Exclusive Author Commentary
Donald H. Marks, MD PhD, 07/01/09

Most studies comparing the response of African American (AA) patients to other groups for treatment of hepatitis C virus (HCV) have been performed in academic centers in the setting of clinical trials. In general, AA patients have lower response rates that are only partially explained by unfavorable prognostic factors, such as infection with genotype 1, high viral load, insulin resistance, obesity, hypertension, and others. We examined response rates associated with these adverse prognostic factors within race/ethnicity-sex strata for a cohort of patients treated at a inner -city hospital-based, safety-net clinic. From 2004-2008, 88 evaluable AA and 30 other patients received standard therapy for HCV consisting of weekly injections of peg interferon alfa-2 plus oral weight-based ribavirin.
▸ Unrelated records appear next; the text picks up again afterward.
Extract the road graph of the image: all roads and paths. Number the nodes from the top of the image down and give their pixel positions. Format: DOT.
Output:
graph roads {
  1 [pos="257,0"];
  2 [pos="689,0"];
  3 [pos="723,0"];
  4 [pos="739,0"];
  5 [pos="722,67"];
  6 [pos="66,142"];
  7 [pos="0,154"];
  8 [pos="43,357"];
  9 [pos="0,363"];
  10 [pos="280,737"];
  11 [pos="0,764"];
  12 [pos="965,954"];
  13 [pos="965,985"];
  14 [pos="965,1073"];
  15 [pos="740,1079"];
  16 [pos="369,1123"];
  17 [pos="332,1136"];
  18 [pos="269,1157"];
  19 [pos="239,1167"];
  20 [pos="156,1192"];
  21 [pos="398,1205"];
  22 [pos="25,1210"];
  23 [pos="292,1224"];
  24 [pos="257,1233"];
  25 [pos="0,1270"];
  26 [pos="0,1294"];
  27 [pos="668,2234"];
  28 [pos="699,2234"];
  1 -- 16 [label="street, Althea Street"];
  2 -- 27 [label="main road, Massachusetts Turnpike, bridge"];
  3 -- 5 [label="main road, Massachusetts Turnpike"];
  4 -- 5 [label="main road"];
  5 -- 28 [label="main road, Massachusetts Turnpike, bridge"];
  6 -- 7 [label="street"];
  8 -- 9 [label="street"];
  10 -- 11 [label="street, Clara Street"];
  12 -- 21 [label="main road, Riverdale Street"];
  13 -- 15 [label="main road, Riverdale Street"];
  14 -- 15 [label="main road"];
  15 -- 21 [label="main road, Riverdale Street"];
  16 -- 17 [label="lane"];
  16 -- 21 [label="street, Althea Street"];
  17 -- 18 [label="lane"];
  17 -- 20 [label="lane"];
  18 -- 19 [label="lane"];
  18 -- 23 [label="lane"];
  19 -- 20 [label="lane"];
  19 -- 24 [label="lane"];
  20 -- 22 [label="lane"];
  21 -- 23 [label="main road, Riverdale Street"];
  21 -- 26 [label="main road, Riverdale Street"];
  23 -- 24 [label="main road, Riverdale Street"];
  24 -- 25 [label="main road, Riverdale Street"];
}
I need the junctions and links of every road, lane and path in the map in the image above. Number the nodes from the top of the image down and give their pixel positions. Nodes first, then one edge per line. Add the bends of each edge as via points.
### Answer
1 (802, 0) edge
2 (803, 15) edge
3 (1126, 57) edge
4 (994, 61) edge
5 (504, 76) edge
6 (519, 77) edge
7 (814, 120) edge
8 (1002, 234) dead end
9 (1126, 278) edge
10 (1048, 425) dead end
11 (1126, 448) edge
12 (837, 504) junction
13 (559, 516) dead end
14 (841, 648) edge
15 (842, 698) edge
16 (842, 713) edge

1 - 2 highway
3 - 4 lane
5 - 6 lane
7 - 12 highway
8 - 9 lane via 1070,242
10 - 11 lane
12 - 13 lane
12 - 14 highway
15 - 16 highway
The predicted probability of a favorable virologic outcome ranged from 89.0% (95% CI: 63.7% = 97.3%) for other females to 4.1% (95% CI: 0.9% - 17.9%) for AA females. We concluded that important interactions occur among race/ethnicity, sex, and co-morbidity in response to HCV therapy. Increasing co-morbidity places AA patients at greatest risk of nonresponse and raises the possibility that more aggressive treatment of co-morbidity might increase response rates in the vulnerable patients.